What this task involves:
In the data below, find every line with the string "lane" and pull it out.

Supplied data:
▬▬▬▬▬▬▬▬▬▬
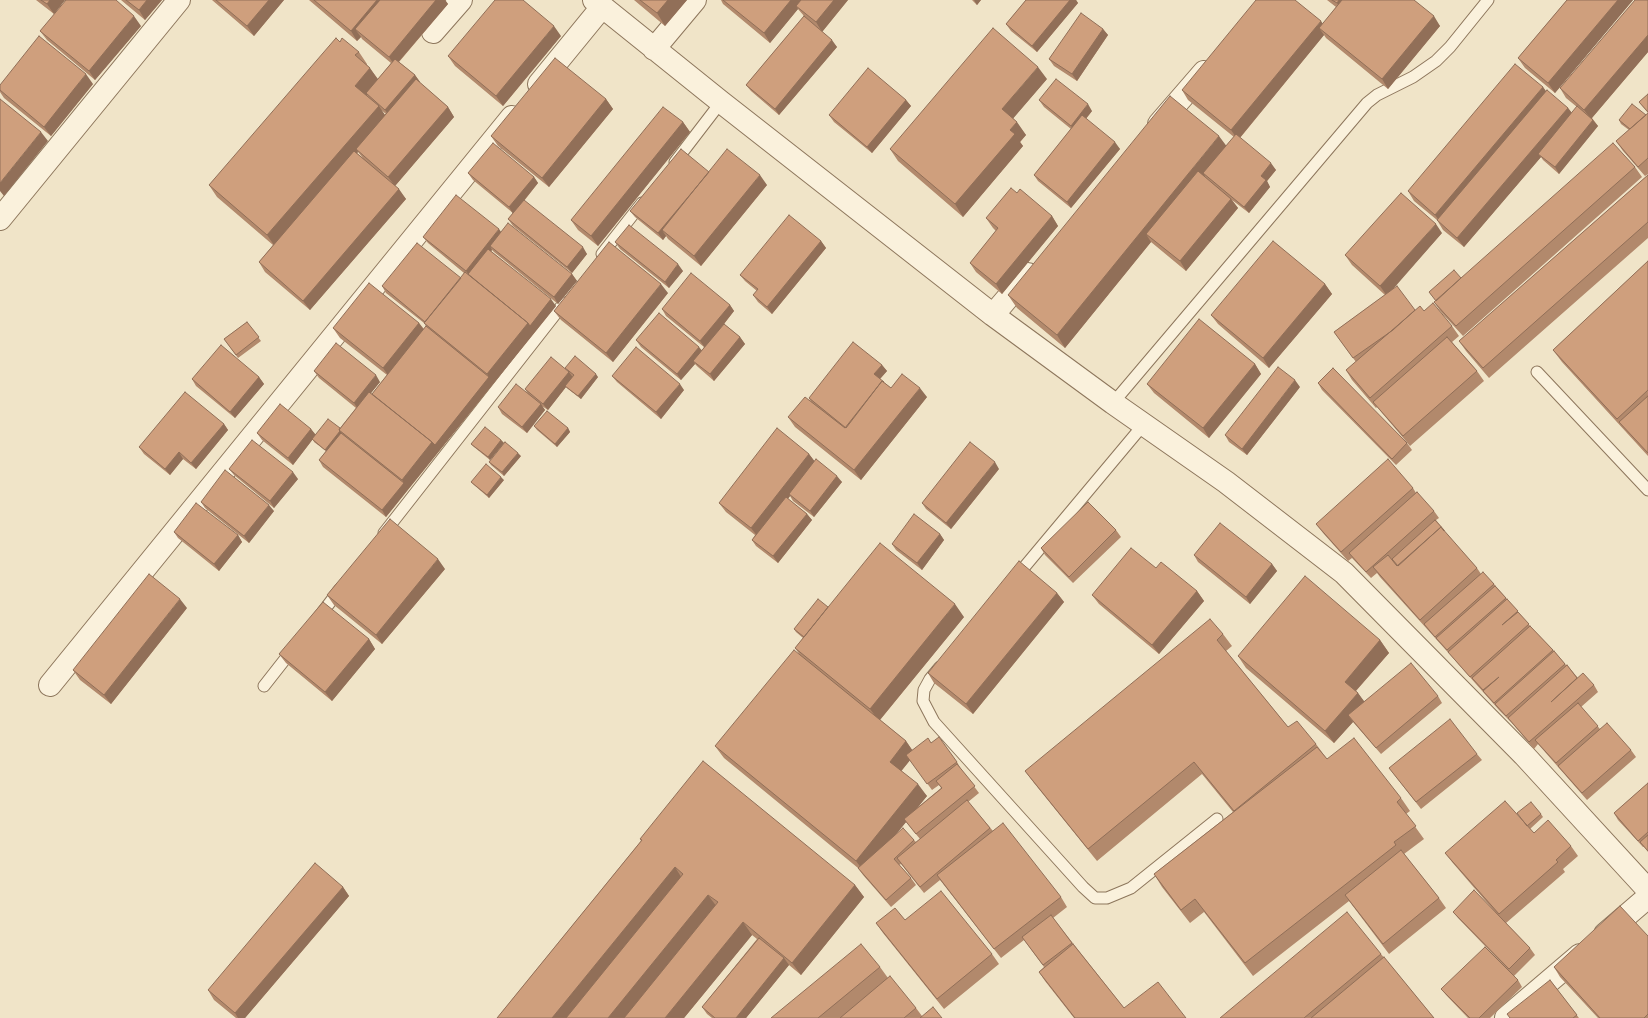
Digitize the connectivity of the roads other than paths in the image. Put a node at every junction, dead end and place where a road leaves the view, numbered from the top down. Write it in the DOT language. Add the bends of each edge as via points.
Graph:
graph roads {
  1 [pos="179,0"];
  2 [pos="461,0"];
  3 [pos="695,0"];
  4 [pos="1488,0"];
  5 [pos="598,3"];
  6 [pos="433,32"];
  7 [pos="654,49"];
  8 [pos="1215,59"];
  9 [pos="721,102"];
  10 [pos="1148,136"];
  11 [pos="667,171"];
  12 [pos="648,196"];
  13 [pos="0,219"];
  14 [pos="1040,261"];
  15 [pos="593,265"];
  16 [pos="569,297"];
  17 [pos="993,315"];
  18 [pos="1537,372"];
  19 [pos="1113,403"];
  20 [pos="1144,424"];
  21 [pos="1648,490"];
  22 [pos="377,542"];
  23 [pos="348,579"];
  24 [pos="1007,588"];
  25 [pos="314,623"];
  26 [pos="299,642"];
  27 [pos="946,660"];
  28 [pos="50,685"];
  29 [pos="264,686"];
  30 [pos="1217,819"];
  31 [pos="1648,890"];
  32 [pos="1648,897"];
  33 [pos="1506,1018"];
  1 -- 13 [label="street"];
  2 -- 6 [label="street"];
  3 -- 7 [label="street"];
  4 -- 19 [label="lane" via="1436,61 1367,103"];
  5 -- 7 [label="street"];
  5 -- 28 [label="street"];
  7 -- 9 [label="street"];
  8 -- 10 [label="street"];
  9 -- 11 [label="lane"];
  9 -- 17 [label="street"];
  12 -- 15 [label="lane"];
  14 -- 17 [label="street"];
  16 -- 22 [label="lane"];
  17 -- 19 [label="street"];
  18 -- 21 [label="lane"];
  19 -- 20 [label="street"];
  20 -- 24 [label="lane"];
  20 -- 31 [label="street" via="1226,482 1344,573 1524,755"];
  23 -- 25 [label="lane"];
  26 -- 29 [label="lane"];
  27 -- 30 [label="lane" via="924,690 923,701 934,722 1083,887 1096,898 1107,898 1130,888"];
  32 -- 33 [label="street"];
}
▬▬▬▬▬▬▬▬▬▬
Exercise response:
  4 -- 19 [label="lane" via="1436,61 1367,103"];
  9 -- 11 [label="lane"];
  12 -- 15 [label="lane"];
  16 -- 22 [label="lane"];
  18 -- 21 [label="lane"];
  20 -- 24 [label="lane"];
  23 -- 25 [label="lane"];
  26 -- 29 [label="lane"];
  27 -- 30 [label="lane" via="924,690 923,701 934,722 1083,887 1096,898 1107,898 1130,888"];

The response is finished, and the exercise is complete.